By including the column_index, we can use the .iloc() and .loc() methods to return DataFrame cells.

Return the BMI value of the 2nd row.

In [5]:
df.iloc[1, 2]

33.77

Return the BMI values of the first two rows

In [6]:
df.iloc[:2, 2]

0    27.90
1    33.77
Name: bmi, dtype: float64

Return Harry Potter's Blood Status

In [7]:
HP_df.loc['Harry Potter', 'BloodStatus']

'Half-blood'

# **Adding DataFrame Rows**

You can add a row to a dataframe using the .loc() method. This adds a row to the specified row labeled index.

Add Neville Longbottom's information to the Harry Potter dataframe.

In [None]:
nevilleLongbottomList = ["Gryffindor", 11, "Male", "Pure-blood"]

HP_df.loc['Neville Longbottom'] = nevilleLongbottomList

HP_df

# **Adding DataFrame Columns**

Resetting the Harry Potter df:

In [None]:
data=[['Gryffindor', 11, 'Male', 'Half-blood'], ['Gryffindor', 11, 'Female', 'Muggle-born'],['Slytherin', 11, 'Male', 'Pure-blood'],
      ['Slytherin', 31, 'Male', 'Half-blood'], ['Gryffindor', 63, 'Male', 'Half-Giant']]

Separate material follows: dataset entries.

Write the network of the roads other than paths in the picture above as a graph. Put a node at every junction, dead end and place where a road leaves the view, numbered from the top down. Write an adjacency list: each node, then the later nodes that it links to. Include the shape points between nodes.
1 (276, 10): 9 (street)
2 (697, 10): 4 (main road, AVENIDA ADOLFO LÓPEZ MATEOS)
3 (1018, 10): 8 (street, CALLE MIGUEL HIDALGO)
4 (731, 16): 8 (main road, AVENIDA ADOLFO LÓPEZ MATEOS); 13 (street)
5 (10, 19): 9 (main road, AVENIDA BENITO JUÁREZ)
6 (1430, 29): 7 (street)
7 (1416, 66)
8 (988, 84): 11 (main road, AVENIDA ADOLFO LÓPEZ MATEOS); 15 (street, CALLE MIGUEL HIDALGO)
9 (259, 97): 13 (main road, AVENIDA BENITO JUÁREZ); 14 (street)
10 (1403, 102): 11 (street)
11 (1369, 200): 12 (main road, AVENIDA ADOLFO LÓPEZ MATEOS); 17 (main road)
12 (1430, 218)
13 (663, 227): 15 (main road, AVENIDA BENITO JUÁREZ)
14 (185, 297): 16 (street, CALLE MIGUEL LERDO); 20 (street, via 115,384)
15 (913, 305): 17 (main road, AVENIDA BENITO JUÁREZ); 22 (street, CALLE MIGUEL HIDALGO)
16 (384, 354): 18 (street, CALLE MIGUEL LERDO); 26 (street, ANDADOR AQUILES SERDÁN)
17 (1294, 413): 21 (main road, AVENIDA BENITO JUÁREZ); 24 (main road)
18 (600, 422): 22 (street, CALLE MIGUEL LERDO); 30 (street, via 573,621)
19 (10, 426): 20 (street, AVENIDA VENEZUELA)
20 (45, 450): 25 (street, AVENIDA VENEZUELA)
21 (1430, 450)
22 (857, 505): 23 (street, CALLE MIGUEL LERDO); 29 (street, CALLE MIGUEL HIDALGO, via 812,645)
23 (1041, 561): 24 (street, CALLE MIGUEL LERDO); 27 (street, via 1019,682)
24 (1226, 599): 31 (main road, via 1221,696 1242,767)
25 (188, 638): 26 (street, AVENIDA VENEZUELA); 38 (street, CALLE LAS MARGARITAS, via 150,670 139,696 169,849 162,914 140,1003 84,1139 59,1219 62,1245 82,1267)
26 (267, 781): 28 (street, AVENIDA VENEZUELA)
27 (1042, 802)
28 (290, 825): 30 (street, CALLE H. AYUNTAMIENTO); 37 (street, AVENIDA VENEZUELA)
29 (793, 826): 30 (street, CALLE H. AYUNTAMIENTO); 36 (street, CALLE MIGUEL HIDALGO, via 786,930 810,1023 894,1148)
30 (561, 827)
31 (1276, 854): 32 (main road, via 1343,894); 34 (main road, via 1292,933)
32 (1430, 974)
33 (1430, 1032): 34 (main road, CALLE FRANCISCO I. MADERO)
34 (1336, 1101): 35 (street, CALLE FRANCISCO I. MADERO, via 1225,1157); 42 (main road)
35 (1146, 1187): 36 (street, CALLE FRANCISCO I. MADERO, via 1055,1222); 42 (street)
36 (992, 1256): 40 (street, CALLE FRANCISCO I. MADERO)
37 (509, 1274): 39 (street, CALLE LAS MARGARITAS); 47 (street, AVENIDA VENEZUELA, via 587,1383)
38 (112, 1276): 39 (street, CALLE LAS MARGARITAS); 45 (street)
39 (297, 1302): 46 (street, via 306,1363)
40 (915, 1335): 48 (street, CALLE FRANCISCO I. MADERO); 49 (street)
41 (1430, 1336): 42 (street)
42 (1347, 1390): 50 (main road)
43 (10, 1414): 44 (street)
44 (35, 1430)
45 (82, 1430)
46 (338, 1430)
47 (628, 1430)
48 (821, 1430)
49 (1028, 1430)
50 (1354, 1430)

HP_df = pd.DataFrame(data,
                  index=['Harry Potter', 'Hermione Granger', 'Draco Malfoy', 'Severus Snape', 'Rubeus Hagrid'],
                  columns=['House', 'Age', 'Gender', 'BloodStatus'])

HP_df.index.names = ['Name']
HP_df

Adding Lists as DataFrame Columns

In [None]:
hairColor = ['Brown', 'Brown', 'Blond', 'Black', 'Black']

HP_df["HairColor"] = hairColor
HP_df

Add eye color before the hair color column

In [None]:
eyeColor = ['Green', 'Brown', 'Blue', 'Brown', 'Brown']

HP_df.insert(4, 'EyeColor', eyeColor)

HP_df

# **Edit/Update**

Updating rows and columns is just like adding rows and columns, except you reference a row/column that already exists.

Resetting the Harry Potter dataframe:

In [7]:
data=[['Slytherin', 40, 'Male', 'Half-blood'], ['Gryffindor', 40, 'Male', 'Pure-blood'],['Slytherin', 40, 'Male', 'Pure-blood'],
      ['Ravenclaw', 40, 'Male', 'Half-blood'], ['Gryffindor', 40, 'Male', 'Pure-blood']]

HP_df = pd.DataFrame(data,
                  index=['Harry Potter', 'Hermione Granger', 'Draco Malfoy', 'Severus Snape', 'Rubeus Hagrid'],
                  columns=['House', 'Age', 'Gender', 'BloodStatus'])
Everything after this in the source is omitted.